- _Directions for this task_:
Copy every record word for word. The images stay behind.

- _Records provided_:
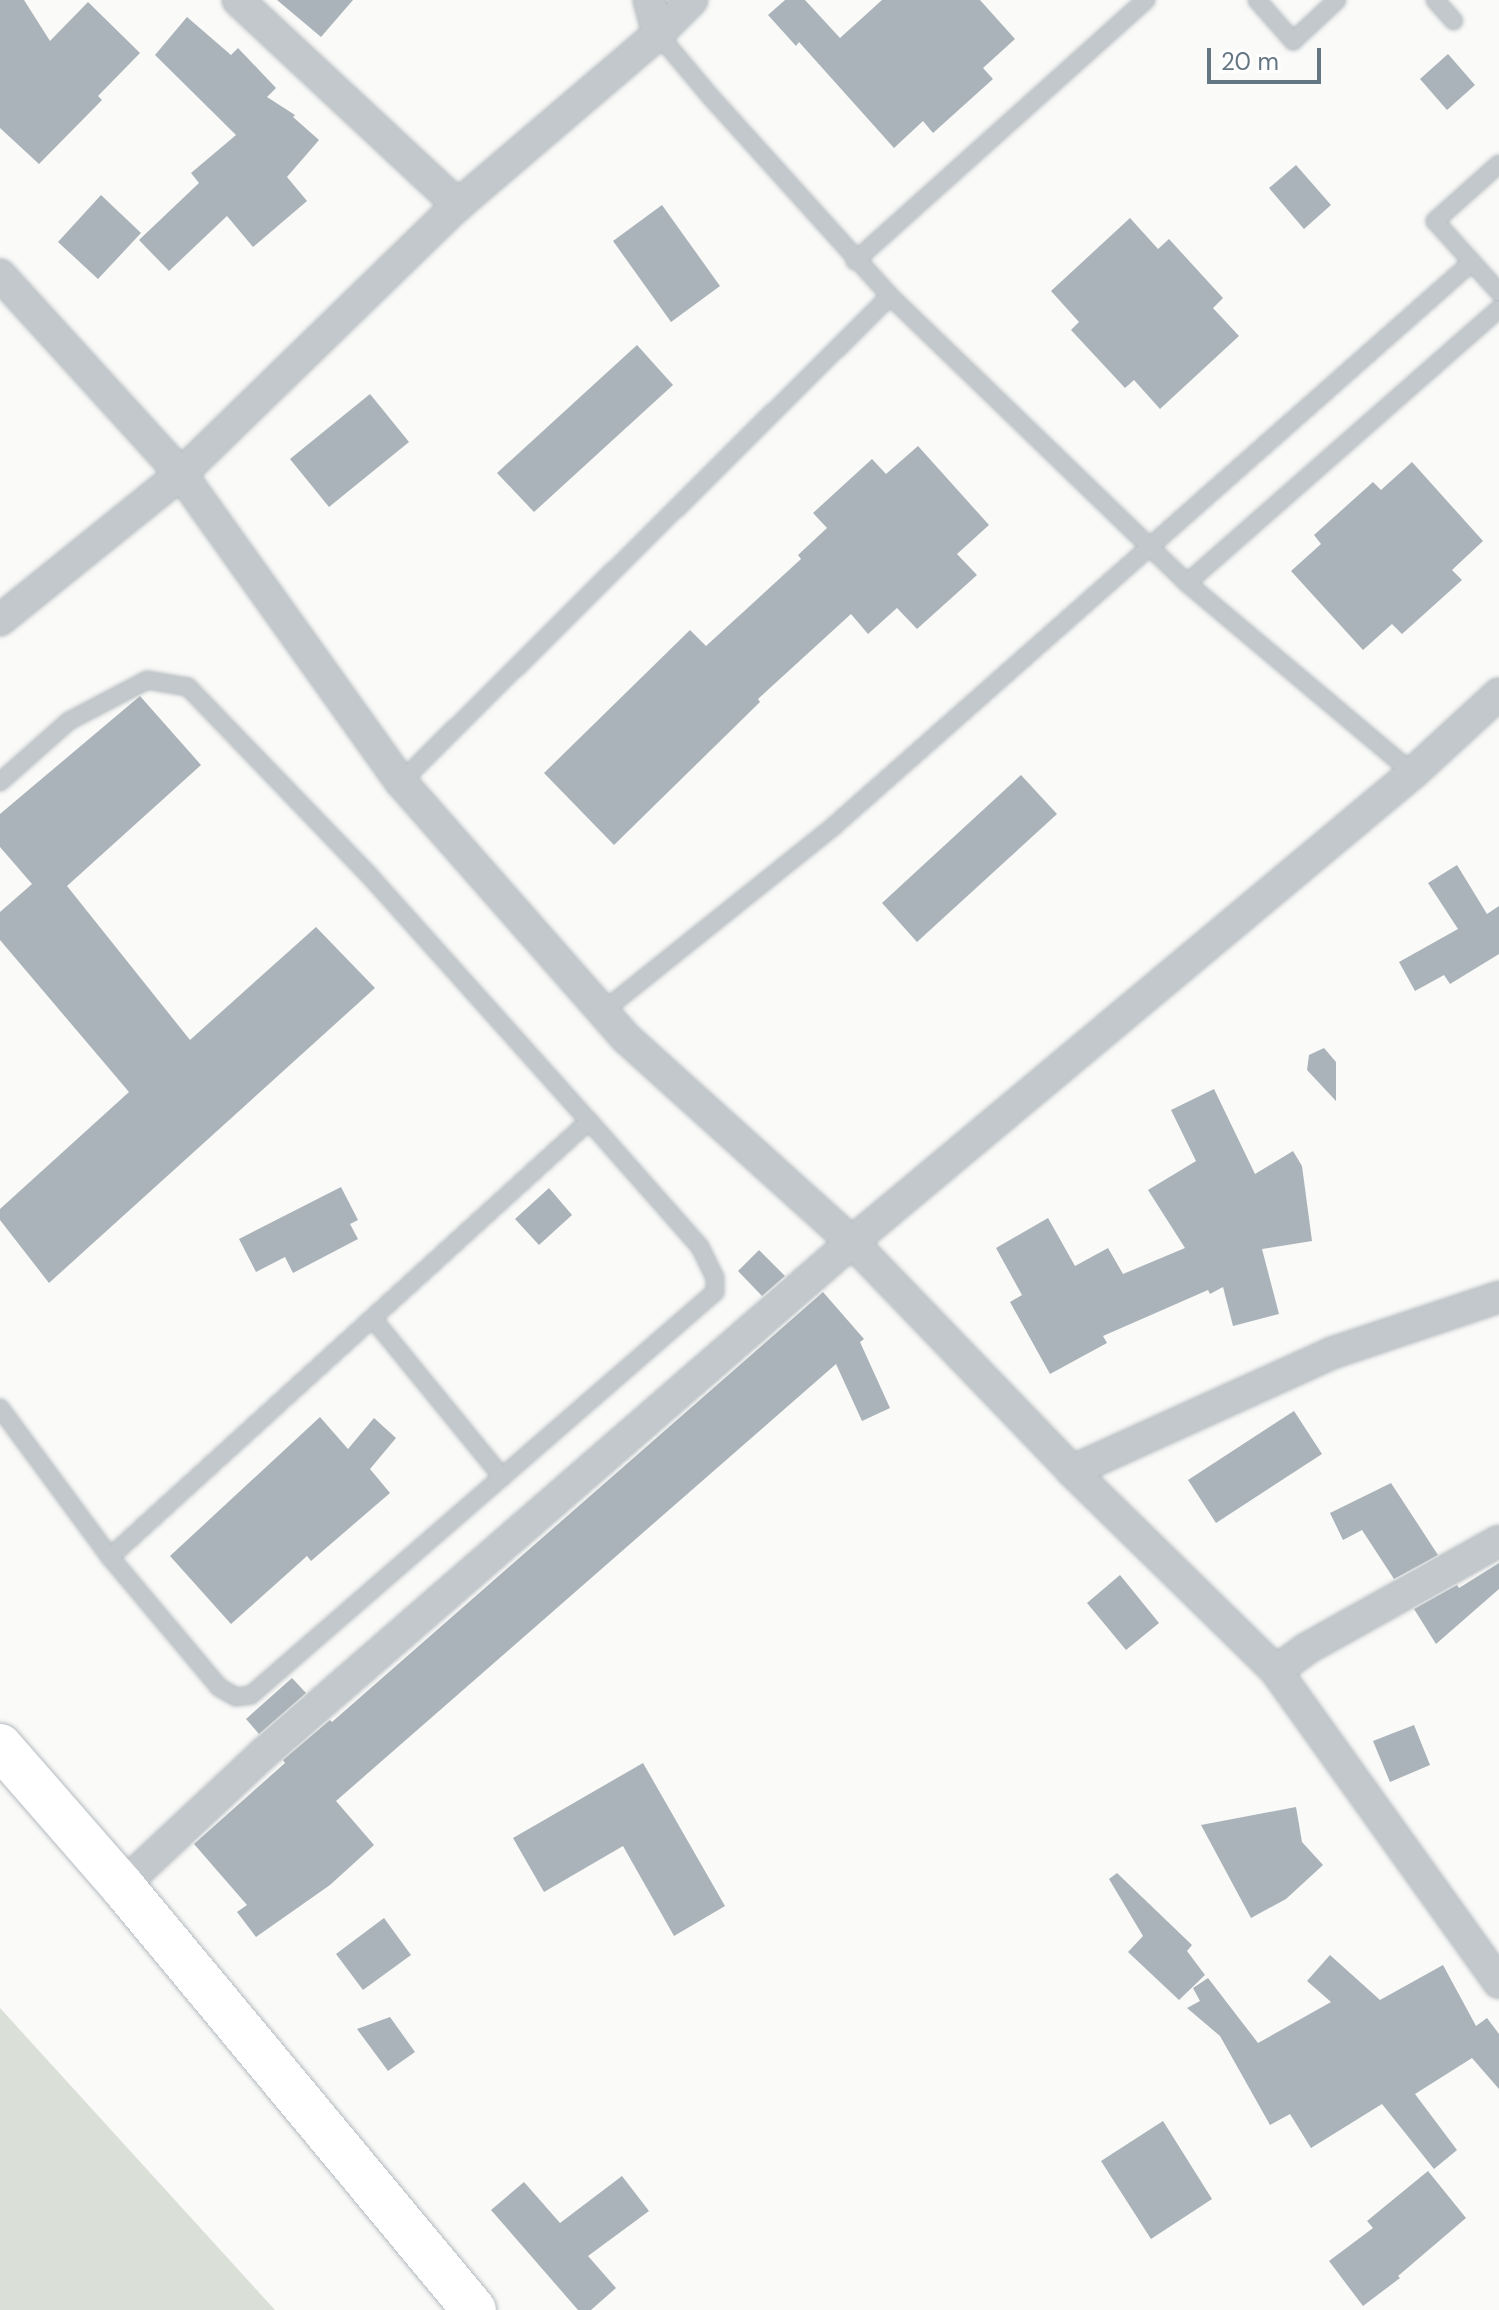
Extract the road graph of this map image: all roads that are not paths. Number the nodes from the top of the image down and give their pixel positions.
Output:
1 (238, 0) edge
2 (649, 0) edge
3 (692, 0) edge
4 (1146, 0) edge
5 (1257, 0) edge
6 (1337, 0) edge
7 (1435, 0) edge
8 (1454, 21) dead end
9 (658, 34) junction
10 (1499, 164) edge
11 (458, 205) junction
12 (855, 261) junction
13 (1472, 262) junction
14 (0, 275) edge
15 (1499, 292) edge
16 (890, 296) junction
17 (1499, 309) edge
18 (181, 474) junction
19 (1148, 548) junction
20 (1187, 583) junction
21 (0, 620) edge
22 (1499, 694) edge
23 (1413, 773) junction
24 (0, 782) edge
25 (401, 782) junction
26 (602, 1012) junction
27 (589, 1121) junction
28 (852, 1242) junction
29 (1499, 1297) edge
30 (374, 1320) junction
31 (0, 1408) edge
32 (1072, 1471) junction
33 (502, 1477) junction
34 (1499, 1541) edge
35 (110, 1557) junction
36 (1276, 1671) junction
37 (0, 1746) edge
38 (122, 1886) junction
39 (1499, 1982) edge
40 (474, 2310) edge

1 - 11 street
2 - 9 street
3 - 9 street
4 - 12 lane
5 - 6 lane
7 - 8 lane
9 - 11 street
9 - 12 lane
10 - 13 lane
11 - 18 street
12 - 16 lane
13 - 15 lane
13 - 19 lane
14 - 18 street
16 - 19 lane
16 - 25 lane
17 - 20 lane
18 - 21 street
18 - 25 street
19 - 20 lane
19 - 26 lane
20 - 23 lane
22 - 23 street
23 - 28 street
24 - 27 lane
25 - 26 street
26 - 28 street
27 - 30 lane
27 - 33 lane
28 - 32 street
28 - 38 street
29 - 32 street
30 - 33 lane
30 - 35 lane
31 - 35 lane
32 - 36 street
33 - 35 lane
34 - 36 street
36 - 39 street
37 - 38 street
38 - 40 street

- _Answer space_:
Extract the road graph of this map image: all roads that are not paths. Number the nodes from the top of the image down and give their pixel positions.
Output:
1 (238, 0) edge
2 (649, 0) edge
3 (692, 0) edge
4 (1146, 0) edge
5 (1257, 0) edge
6 (1337, 0) edge
7 (1435, 0) edge
8 (1454, 21) dead end
9 (658, 34) junction
10 (1499, 164) edge
11 (458, 205) junction
12 (855, 261) junction
13 (1472, 262) junction
14 (0, 275) edge
15 (1499, 292) edge
16 (890, 296) junction
17 (1499, 309) edge
18 (181, 474) junction
19 (1148, 548) junction
20 (1187, 583) junction
21 (0, 620) edge
22 (1499, 694) edge
23 (1413, 773) junction
24 (0, 782) edge
25 (401, 782) junction
26 (602, 1012) junction
27 (589, 1121) junction
28 (852, 1242) junction
29 (1499, 1297) edge
30 (374, 1320) junction
31 (0, 1408) edge
32 (1072, 1471) junction
33 (502, 1477) junction
34 (1499, 1541) edge
35 (110, 1557) junction
36 (1276, 1671) junction
37 (0, 1746) edge
38 (122, 1886) junction
39 (1499, 1982) edge
40 (474, 2310) edge

1 - 11 street
2 - 9 street
3 - 9 street
4 - 12 lane
5 - 6 lane
7 - 8 lane
9 - 11 street
9 - 12 lane
10 - 13 lane
11 - 18 street
12 - 16 lane
13 - 15 lane
13 - 19 lane
14 - 18 street
16 - 19 lane
16 - 25 lane
17 - 20 lane
18 - 21 street
18 - 25 street
19 - 20 lane
19 - 26 lane
20 - 23 lane
22 - 23 street
23 - 28 street
24 - 27 lane
25 - 26 street
26 - 28 street
27 - 30 lane
27 - 33 lane
28 - 32 street
28 - 38 street
29 - 32 street
30 - 33 lane
30 - 35 lane
31 - 35 lane
32 - 36 street
33 - 35 lane
34 - 36 street
36 - 39 street
37 - 38 street
38 - 40 street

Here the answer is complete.